The paper "A Framework for the Role of Warehousing In Reverse Logistics by Shad Dowlatshah" is a great example of management article. Reverse logistics (RL) management has become an area of increased focus by organizations. RL refers to a process in which products moves in the opposite direction from the customer or end-user to the producer along the distribution channel. In other words, RL is the process involving the return of goods by customers to the producer for purposes of ensuring proper disposal. Shad Dowlatshah, that, as much as the RL has been an old concept, its importance has been realized in the recent past as companies, both small and large are increasingly embracing RL concept as a way of minimizing waste and cost so as to ensure competitiveness.
The author attributes this to the fact that RL adds value to the supply chain by ensuring that returned goods are properly recaptured and managed to ensure added value to the goods.
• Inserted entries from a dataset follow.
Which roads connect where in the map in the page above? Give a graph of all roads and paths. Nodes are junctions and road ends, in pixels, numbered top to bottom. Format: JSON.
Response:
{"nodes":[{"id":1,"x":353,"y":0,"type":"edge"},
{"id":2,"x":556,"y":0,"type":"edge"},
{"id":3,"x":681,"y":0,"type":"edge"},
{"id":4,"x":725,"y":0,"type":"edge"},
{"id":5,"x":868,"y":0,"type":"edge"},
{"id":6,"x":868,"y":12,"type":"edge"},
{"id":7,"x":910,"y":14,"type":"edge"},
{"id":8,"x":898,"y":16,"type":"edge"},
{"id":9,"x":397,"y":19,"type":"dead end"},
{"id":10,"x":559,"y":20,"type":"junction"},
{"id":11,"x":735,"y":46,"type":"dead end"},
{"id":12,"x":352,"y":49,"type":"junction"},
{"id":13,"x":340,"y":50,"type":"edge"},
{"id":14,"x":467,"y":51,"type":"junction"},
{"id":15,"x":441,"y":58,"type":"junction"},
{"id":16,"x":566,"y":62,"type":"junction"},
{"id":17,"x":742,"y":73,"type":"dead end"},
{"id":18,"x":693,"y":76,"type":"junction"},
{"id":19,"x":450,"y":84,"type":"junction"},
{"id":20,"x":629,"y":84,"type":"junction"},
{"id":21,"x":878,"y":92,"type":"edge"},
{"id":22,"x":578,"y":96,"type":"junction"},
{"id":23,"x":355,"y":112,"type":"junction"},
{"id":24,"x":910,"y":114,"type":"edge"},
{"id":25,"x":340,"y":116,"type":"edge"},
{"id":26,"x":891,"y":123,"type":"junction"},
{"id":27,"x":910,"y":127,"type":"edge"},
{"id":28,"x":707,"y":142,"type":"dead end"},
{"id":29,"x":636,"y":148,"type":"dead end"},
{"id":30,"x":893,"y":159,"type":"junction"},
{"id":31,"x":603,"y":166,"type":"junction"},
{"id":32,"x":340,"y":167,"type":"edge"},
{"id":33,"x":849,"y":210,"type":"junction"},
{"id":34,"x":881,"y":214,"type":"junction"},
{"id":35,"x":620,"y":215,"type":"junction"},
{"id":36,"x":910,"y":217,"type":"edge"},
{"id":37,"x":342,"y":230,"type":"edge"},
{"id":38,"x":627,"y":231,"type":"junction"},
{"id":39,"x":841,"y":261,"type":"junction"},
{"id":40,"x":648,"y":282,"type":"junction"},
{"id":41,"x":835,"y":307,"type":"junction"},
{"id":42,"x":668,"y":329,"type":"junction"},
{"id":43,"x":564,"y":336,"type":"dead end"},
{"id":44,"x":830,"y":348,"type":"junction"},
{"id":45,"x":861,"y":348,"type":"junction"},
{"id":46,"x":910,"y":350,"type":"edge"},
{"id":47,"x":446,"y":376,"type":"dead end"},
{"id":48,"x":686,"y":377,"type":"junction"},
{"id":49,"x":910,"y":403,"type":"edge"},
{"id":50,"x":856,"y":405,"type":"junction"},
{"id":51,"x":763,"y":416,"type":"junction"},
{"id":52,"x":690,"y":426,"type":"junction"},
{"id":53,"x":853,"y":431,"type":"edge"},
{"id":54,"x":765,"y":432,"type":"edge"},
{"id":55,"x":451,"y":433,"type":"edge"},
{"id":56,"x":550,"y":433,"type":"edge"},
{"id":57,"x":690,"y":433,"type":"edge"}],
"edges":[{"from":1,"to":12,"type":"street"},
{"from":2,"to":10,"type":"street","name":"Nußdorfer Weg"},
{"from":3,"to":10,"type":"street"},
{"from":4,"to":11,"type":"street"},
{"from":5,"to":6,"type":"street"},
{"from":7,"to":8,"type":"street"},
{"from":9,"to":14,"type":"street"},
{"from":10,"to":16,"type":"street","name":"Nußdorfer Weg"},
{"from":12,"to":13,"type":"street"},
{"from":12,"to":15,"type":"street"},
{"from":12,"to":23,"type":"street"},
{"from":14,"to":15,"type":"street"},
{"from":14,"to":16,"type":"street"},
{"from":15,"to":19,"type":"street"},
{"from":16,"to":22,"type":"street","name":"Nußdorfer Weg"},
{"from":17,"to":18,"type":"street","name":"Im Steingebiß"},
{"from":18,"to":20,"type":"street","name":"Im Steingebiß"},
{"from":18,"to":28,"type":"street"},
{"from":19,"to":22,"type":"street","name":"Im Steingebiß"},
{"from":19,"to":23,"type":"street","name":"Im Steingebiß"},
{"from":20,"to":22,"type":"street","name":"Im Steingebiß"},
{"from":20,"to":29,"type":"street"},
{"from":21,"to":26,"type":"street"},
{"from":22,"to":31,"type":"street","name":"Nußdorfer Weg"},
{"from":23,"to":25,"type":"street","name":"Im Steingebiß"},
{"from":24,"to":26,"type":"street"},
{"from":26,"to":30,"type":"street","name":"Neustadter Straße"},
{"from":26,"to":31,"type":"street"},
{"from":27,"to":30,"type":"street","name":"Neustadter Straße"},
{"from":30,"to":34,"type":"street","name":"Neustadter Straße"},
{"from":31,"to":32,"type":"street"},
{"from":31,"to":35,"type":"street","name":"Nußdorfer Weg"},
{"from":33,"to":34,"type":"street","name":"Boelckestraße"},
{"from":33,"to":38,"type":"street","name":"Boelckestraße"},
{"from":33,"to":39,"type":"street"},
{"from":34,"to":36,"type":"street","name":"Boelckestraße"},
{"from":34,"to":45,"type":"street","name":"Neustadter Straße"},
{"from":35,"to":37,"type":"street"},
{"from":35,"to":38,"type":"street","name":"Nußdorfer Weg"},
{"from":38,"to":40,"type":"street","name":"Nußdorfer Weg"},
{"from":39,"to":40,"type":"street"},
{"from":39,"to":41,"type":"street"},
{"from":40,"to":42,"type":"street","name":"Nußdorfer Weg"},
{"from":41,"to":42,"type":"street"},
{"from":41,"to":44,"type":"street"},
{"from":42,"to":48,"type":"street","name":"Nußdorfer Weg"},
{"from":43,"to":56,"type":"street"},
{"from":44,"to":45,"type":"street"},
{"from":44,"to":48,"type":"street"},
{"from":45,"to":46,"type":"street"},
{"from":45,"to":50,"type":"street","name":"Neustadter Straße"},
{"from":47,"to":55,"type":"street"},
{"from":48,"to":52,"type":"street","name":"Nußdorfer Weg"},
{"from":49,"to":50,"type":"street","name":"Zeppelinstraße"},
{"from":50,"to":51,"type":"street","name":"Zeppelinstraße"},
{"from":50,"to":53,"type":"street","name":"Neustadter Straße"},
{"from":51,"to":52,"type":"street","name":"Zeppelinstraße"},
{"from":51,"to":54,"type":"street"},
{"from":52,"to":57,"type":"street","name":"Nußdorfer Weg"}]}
According to Dowlatshah, RL activities have significance in the supply chain in many ways. According to the Manufacturing Business Technology report, about $100 billion in products current flow through RL channels every year cited Dowlatshah (1265).
Unfortunately, as high as 40% of all the products are returned by customers, though this depends on the industry. However, whenever a customer returns a product, this is normally costly to the producer and retailers. In this article, Dowlatshah notes that returned products currently cost American manufacturers and retailers up to $1000 billion annually in lost revenue, handling, disposal, transportation and processing (1265). Apart from the cost factors associated with customer returns, the author notes that such returns also result in lost profitability which they estimate at about 3.8%.
The author also reports another research finding that predicts that product returns could cost an average of $30-$35 in the next few years. Another study cited by the author, however, predicts that the average cost of product returns by customers could reach $50 per item soon cites Dowlatshah (1265). In the U. S., RL cost is estimated at $35 billion every year and £ 6 billion in the UK yearly. Therefore, the author is of the view that organizations need to ensure proper management of their RL operations to ensure success.
In this paper, the author investigated the warehousing factors that are needed for the effective design and implementation of RL activities. Literature Review According to Dowlatshah, designing and implementing an effective RL system is critical in giving a company a competitive edge in an industry (1266). Despite recognition of this importance, there is no literature on the warehouse factors that are necessary for understanding, designing and implementing a working RL system. In the first part of the literature review, the author explores the emerging functions of warehousing in RL.
According to the author, warehousing is no longer just a place for storing goods. Instead, the roles of the warehouse have been evolving over the years and currently include the management of RL operations. According to the author, a warehouse is an important part of the manufacturing business because it ensures the control of the movement of products that are returned by customers through effective space planning in the warehouse. In this respect, the author notes that effective planning of space in a warehouse is a critical requirement in the RL system.
Additionally, Dowlatshah notes that a warehouse should be capable of providing the visibility and functionality that ensures reduces the risk of incurring high carrying cost and obsolescence (1266). Moreover, the author cites that a warehouse plays a critical role in RL operations as it ensures the development of a working logistics functions, transportation, and inventory management.